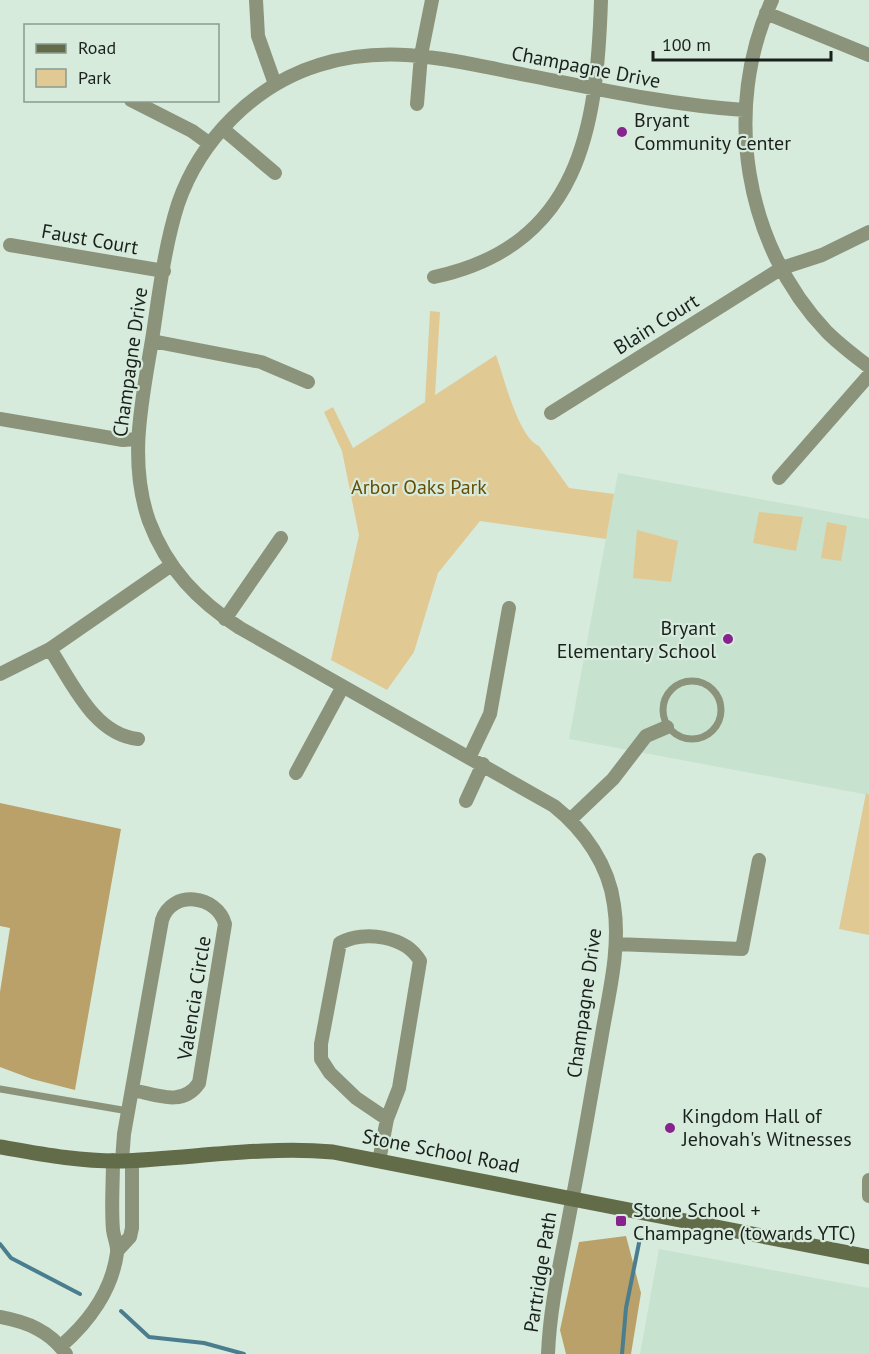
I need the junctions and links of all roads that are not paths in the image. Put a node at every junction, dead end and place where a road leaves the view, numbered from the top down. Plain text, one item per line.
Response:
1 (256, 0) edge
2 (432, 0) edge
3 (601, 0) edge
4 (769, 6) edge
5 (421, 55) junction
6 (869, 55) edge
7 (275, 84) junction
8 (594, 89) junction
9 (135, 102) edge
10 (417, 104) dead end
11 (744, 110) junction
12 (223, 129) junction
13 (210, 144) junction
14 (275, 173) dead end
15 (869, 232) edge
16 (10, 245) dead end
17 (783, 268) junction
18 (164, 271) junction
19 (434, 277) dead end
20 (152, 341) junction
21 (869, 367) edge
22 (869, 375) edge
23 (308, 382) dead end
24 (551, 413) dead end
25 (0, 419) edge
26 (137, 439) junction
27 (779, 478) dead end
28 (281, 538) dead end
29 (170, 566) junction
30 (509, 608) dead end
31 (225, 619) junction
32 (50, 649) junction
33 (0, 674) edge
34 (342, 688) junction
35 (667, 727) junction
36 (138, 739) dead end
37 (470, 756) junction
38 (483, 764) junction
39 (296, 773) dead end
40 (466, 801) dead end
41 (571, 819) junction
42 (759, 860) dead end
43 (616, 944) junction
44 (0, 1089) edge
45 (133, 1090) junction
46 (128, 1111) junction
47 (387, 1119) junction
48 (0, 1146) edge
49 (122, 1160) junction
50 (379, 1161) junction
51 (869, 1180) edge
52 (869, 1196) edge
53 (573, 1197) junction
54 (118, 1250) junction
55 (869, 1257) edge
56 (0, 1317) edge
57 (64, 1350) edge
58 (548, 1354) edge

1 - 7 street
2 - 5 street
3 - 8 street
4 - 6 street
4 - 11 street
5 - 7 street, Champagne Drive
5 - 8 street, Champagne Drive
5 - 10 street
7 - 12 street, Champagne Drive
8 - 11 street, Champagne Drive
8 - 19 street
9 - 13 street
11 - 17 street
12 - 13 street, Champagne Drive
12 - 14 street
13 - 18 street, Champagne Drive
15 - 17 street, Blain Court
16 - 18 street, Faust Court
17 - 21 street
17 - 24 street, Blain Court
18 - 20 street, Champagne Drive
20 - 23 street
20 - 26 street, Champagne Drive
22 - 27 street
25 - 26 street
26 - 29 street, Champagne Drive
28 - 31 street
29 - 31 street, Champagne Drive
29 - 32 street
30 - 37 street
31 - 34 street, Champagne Drive
32 - 33 street
32 - 36 street
34 - 37 street, Champagne Drive
34 - 39 street
35 - 35 lane
35 - 41 street
37 - 38 street, Champagne Drive
38 - 40 street
38 - 41 street, Champagne Drive
41 - 43 street, Champagne Drive
42 - 43 street
43 - 53 street, Champagne Drive
44 - 46 lane
45 - 45 street, Valencia Circle
45 - 46 street, Valencia Circle
46 - 49 street, Valencia Circle
47 - 47 street
47 - 50 street
48 - 49 main road, Stone School Road
49 - 50 main road, Stone School Road
49 - 54 street
49 - 54 street
50 - 53 main road, Stone School Road
51 - 52 street
53 - 55 main road, Stone School Road
53 - 58 street, Partridge Path
54 - 57 street
56 - 57 street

===

Copy every line of the entries in which "Court" can be found.

15 - 17 street, Blain Court
16 - 18 street, Faust Court
17 - 24 street, Blain Court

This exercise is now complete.